Kamboja Kembali Dilanda Wabah Flu Burung
Rabu, 22 Sep 2004 12:42 WIB
Jakarta - Wabah flu burung terus meluas. Kamboja telah mendeteksi kasus flu burung pertama sejak Maret di sebuah provinsi dekat ibukota Phnom Penh. Demikian disampaikan seorang pejabat Kementerian Pertanian senior Kmboja."Kami telah menemukan wabah baru flu burung, virus H5N1, di distrik Kien Svay di provinsi Kandal," tukas pejabat tersebut, San Vanthy, kepada kantor berita AFP, Rabu (22/9/2004).Dikatakan pejabat itu, 2.330 ayam telah tewas atau dibantai sehubungan dengan merebaknya kasus baru penyakit mematikan tersebut.
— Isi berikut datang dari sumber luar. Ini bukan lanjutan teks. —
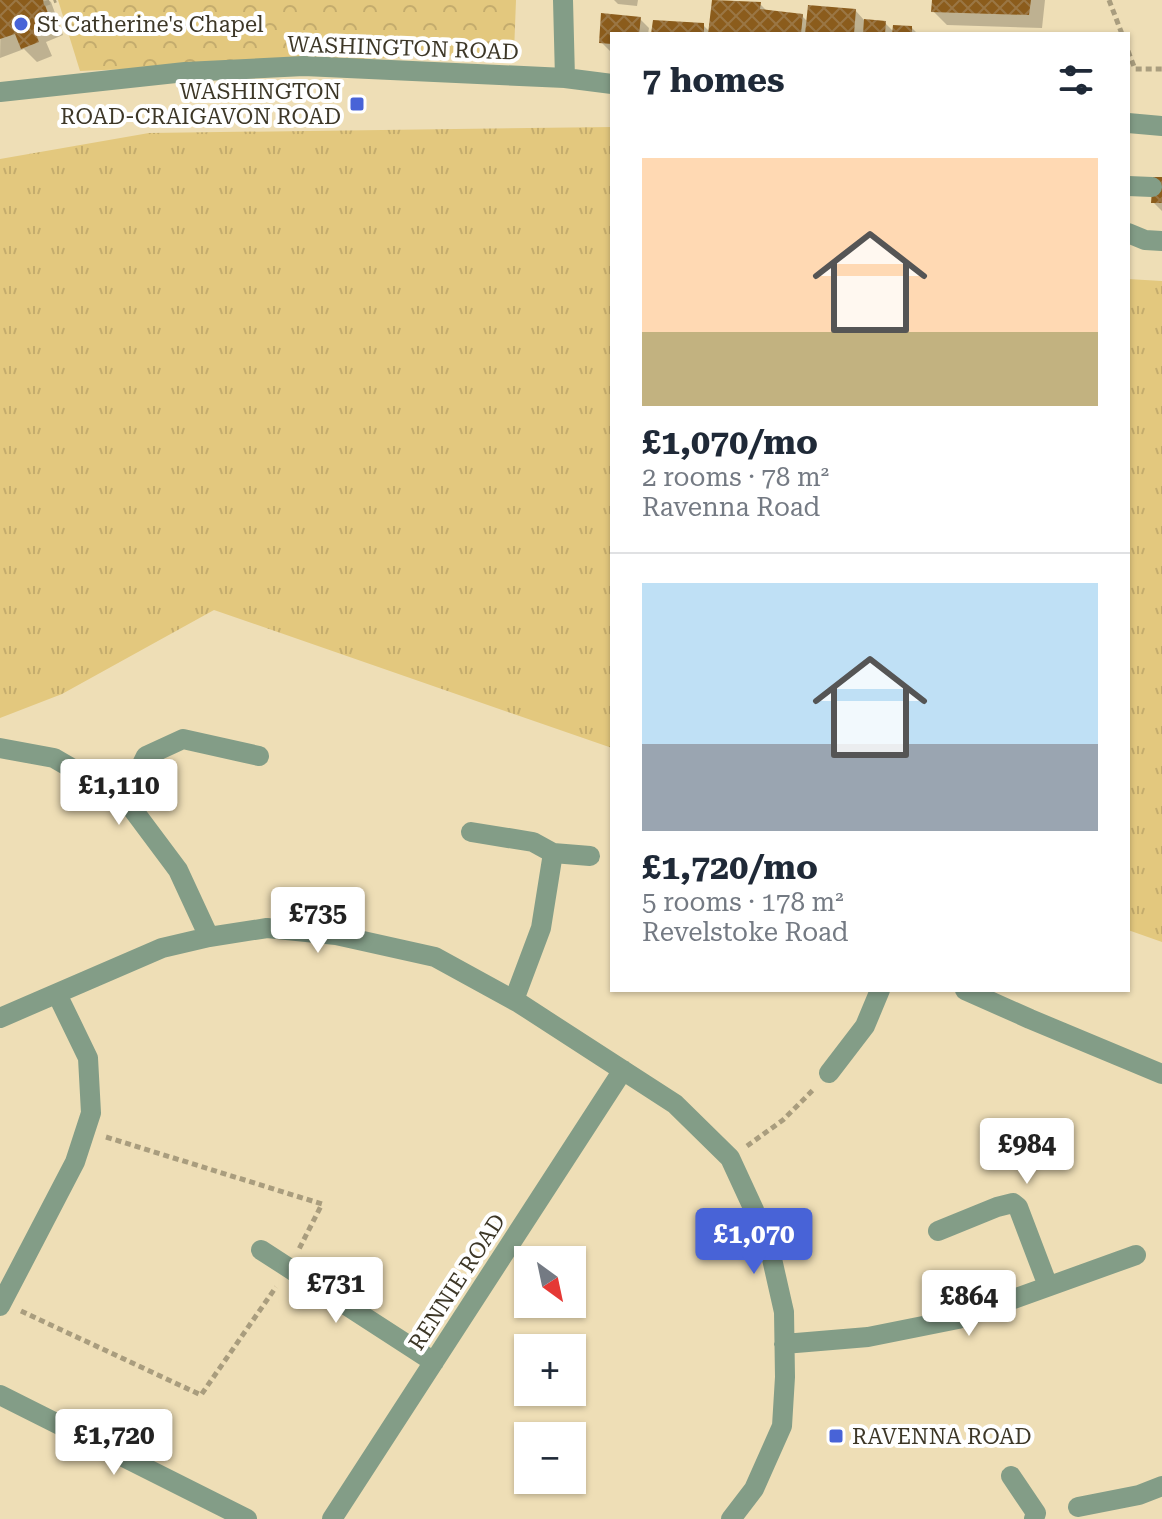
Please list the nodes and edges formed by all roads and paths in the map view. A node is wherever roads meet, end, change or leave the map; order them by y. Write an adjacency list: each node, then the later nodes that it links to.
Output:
1 (56, 0): 4 (path)
2 (563, 0): 8 (street)
3 (1109, 0): 5 (path)
4 (44, 4)
5 (1121, 32)
6 (1130, 56): 7 (path)
7 (1162, 69)
8 (565, 78): 9 (street, WASHINGTON ROAD); 10 (street, WASHINGTON ROAD)
9 (610, 84)
10 (0, 92)
11 (1130, 123): 12 (street)
12 (1162, 126)
13 (1130, 186): 14 (street)
14 (1152, 187)
15 (1130, 234): 16 (street)
16 (1162, 241)
17 (0, 748): 19 (street)
18 (259, 756): 19 (street)
19 (125, 799): 23 (street)
20 (471, 832): 21 (street)
21 (553, 853): 22 (street); 27 (street)
22 (590, 856)
23 (209, 937): 26 (street); 27 (street)
24 (879, 992): 30 (street)
25 (969, 992): 31 (street)
26 (57, 994): 28 (street); 32 (street)
27 (514, 1000): 29 (street)
28 (0, 1018)
29 (623, 1070): 33 (street); 41 (street, RENNIE ROAD)
30 (829, 1073): 33 (path)
31 (1162, 1074)
32 (86, 1130): 37 (path); 39 (street)
33 (730, 1158): 40 (street)
34 (938, 1231): 38 (street)
35 (261, 1250): 37 (street)
36 (1136, 1255): 38 (street)
37 (289, 1268): 39 (path); 41 (street)
38 (1048, 1286): 40 (street)
39 (1, 1304)
40 (784, 1344): 48 (street)
41 (434, 1362): 47 (street, RENNIE ROAD)
42 (0, 1395): 46 (street)
43 (1011, 1476): 49 (street)
44 (1162, 1486): 45 (street)
45 (1078, 1507)
46 (247, 1519)
47 (332, 1519)
48 (731, 1519)
49 (1034, 1519)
Sedikitnya 28 orang telah meninggal di Thailand dan Vietnam selama dua gelombang wabah flu burung tahun ini di dua negeri Asia Tenggara itu.Menteri Pertanian Chan Sarun memerintahkan zona karantina untuk dibentuk dalam radius tiga kilometer sekitar daerah terjangkit, selama setidaknya 30 hari. Organisasi Kesehatan Dunia alias WHO mengkhawatirkan bahwa virus H5N1 bisa bermutasi ke dalam bentuk yang sangat menular yang bisa memicu pandemi flu burung global. Jutaan unggas juga telah tewas dengan enam negara Asia yang melaporkan timbulnya wabah baru sejak awal tahun ini.Pada gelombang wabah flu burung sebelumnya, yakni pada bulan Maret, Kamboja melaporkan 12 wabah baru penyakit yang belum ada obatnya itu. Tidak ada laporan terjangkitnya manusia dengan flu burung.Badan dunia PBB sebelumnya telah mengingatkan Kamboja bahwa kerajaan itu berisiko terkena wabah baru flu burung dikarenakan jaraknya yang dekat dengan Thailand dan Vietnam.